START Exercise inputs

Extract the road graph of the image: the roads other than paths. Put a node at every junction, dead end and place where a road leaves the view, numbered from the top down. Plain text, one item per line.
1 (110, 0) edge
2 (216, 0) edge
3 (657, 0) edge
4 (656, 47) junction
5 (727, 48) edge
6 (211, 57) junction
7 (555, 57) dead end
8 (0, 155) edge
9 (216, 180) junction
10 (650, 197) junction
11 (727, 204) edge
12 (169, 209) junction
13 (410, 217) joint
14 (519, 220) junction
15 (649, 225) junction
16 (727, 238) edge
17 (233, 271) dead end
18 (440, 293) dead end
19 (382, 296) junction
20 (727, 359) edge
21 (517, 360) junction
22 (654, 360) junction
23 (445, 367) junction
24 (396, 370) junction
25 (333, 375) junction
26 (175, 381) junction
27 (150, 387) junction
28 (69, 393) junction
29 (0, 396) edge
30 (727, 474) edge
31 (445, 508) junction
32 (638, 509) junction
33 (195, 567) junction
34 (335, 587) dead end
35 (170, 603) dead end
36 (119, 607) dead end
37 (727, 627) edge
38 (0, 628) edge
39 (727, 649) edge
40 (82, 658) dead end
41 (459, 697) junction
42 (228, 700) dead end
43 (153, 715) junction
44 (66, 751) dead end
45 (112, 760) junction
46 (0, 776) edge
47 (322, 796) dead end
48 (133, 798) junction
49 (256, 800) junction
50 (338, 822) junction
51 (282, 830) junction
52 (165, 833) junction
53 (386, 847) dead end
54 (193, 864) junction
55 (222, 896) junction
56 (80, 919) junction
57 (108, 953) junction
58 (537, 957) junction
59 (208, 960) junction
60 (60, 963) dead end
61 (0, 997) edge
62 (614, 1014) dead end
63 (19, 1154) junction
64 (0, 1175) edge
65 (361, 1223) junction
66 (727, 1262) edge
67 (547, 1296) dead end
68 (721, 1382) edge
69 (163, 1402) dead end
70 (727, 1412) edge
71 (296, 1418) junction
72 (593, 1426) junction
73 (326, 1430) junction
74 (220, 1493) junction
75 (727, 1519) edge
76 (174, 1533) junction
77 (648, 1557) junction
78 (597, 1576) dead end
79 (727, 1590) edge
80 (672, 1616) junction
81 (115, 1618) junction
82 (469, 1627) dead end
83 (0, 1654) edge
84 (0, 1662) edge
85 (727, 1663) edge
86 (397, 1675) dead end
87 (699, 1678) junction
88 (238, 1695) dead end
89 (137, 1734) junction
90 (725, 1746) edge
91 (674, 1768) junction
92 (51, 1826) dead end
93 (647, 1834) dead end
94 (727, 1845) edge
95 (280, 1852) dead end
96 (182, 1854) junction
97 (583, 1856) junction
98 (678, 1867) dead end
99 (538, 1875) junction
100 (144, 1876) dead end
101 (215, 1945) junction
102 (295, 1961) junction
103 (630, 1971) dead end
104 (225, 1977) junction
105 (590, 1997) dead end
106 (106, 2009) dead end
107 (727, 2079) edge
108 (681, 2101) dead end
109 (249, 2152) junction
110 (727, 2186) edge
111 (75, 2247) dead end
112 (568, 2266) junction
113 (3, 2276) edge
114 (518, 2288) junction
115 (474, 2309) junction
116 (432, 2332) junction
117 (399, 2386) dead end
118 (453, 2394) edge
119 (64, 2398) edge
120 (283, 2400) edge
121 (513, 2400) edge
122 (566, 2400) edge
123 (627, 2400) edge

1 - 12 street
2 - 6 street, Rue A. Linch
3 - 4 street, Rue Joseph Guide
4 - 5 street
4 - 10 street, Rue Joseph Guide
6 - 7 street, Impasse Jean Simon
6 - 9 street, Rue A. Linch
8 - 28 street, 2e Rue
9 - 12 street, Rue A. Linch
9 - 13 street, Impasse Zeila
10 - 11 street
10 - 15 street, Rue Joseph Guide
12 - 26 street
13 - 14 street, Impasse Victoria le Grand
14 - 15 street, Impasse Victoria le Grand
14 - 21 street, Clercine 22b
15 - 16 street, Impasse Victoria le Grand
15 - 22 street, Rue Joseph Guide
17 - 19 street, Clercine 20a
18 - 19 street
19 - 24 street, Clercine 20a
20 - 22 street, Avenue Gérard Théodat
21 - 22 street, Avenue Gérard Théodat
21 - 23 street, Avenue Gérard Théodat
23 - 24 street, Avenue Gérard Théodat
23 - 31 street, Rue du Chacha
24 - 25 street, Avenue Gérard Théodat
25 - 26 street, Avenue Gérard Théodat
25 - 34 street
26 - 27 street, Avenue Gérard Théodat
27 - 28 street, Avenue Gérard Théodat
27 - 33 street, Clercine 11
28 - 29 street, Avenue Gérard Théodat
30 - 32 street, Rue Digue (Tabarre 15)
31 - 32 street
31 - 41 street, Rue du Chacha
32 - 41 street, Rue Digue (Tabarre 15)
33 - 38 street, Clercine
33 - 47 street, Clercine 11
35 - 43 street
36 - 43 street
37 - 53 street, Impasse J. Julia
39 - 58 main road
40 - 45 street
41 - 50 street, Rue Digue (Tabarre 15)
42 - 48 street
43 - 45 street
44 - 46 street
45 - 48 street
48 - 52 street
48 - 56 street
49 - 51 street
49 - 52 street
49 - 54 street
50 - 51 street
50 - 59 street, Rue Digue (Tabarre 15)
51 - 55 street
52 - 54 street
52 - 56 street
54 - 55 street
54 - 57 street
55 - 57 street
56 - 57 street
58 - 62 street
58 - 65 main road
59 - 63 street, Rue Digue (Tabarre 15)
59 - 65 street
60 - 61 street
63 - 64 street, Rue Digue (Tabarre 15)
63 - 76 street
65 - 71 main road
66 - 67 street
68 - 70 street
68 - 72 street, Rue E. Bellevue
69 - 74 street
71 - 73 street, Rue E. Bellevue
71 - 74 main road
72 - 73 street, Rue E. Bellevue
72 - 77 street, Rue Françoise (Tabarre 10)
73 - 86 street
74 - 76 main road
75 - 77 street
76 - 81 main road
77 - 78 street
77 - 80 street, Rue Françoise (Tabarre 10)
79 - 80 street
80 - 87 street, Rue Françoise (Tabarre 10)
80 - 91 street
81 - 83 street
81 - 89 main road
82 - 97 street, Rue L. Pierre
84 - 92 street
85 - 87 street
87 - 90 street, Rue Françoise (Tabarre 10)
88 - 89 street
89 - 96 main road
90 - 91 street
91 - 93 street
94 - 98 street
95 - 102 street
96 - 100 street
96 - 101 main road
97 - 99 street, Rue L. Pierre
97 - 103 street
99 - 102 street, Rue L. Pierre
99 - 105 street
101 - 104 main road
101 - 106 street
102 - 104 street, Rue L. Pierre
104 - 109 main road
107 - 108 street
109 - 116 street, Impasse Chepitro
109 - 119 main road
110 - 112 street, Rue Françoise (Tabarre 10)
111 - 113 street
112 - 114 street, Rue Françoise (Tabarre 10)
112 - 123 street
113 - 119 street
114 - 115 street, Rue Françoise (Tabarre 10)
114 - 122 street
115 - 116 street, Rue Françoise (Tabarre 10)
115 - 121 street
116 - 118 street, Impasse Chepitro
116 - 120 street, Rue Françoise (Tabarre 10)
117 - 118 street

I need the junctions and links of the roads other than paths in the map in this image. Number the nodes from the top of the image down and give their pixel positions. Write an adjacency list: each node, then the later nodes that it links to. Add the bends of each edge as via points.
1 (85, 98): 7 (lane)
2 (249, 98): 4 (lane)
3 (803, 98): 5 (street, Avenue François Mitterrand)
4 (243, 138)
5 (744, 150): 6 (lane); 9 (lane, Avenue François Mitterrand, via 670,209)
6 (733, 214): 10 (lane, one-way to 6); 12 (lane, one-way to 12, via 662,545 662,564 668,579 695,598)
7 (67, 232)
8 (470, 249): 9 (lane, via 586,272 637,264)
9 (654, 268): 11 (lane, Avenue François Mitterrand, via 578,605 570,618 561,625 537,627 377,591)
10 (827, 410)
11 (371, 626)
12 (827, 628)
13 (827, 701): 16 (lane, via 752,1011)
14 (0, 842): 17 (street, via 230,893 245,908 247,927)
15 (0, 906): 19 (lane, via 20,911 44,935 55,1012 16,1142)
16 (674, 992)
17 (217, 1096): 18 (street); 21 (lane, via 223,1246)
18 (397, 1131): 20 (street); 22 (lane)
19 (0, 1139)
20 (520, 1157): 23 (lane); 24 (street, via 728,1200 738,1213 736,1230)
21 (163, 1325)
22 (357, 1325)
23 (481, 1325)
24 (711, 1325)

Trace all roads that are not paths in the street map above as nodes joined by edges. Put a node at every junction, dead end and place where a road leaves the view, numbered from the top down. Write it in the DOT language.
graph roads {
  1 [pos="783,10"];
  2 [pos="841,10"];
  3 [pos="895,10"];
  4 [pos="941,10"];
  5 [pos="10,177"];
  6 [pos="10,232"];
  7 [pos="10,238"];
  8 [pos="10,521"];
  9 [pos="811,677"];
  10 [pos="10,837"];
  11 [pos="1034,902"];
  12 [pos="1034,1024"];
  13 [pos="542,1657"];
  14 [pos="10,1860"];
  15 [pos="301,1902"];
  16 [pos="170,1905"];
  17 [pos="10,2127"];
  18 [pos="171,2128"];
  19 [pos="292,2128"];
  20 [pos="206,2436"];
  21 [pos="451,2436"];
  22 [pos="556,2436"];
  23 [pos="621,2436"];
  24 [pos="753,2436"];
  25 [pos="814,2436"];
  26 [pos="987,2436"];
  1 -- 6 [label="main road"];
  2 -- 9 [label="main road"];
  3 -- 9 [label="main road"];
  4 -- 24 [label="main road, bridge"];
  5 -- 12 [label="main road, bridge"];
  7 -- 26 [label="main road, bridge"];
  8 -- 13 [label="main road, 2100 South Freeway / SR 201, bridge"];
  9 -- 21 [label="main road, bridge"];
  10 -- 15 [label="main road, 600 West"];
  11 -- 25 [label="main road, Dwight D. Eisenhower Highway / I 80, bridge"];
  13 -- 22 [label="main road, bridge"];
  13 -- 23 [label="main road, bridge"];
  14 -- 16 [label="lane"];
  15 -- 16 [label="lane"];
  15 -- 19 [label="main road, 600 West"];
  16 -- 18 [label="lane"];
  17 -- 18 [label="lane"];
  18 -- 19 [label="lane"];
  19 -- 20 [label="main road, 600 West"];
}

END Exercise inputs

• Work task: In the entries above, find each line that includes the string "Victoria" and copy it.

• Answer to the problem:
13 - 14 street, Impasse Victoria le Grand
14 - 15 street, Impasse Victoria le Grand
15 - 16 street, Impasse Victoria le Grand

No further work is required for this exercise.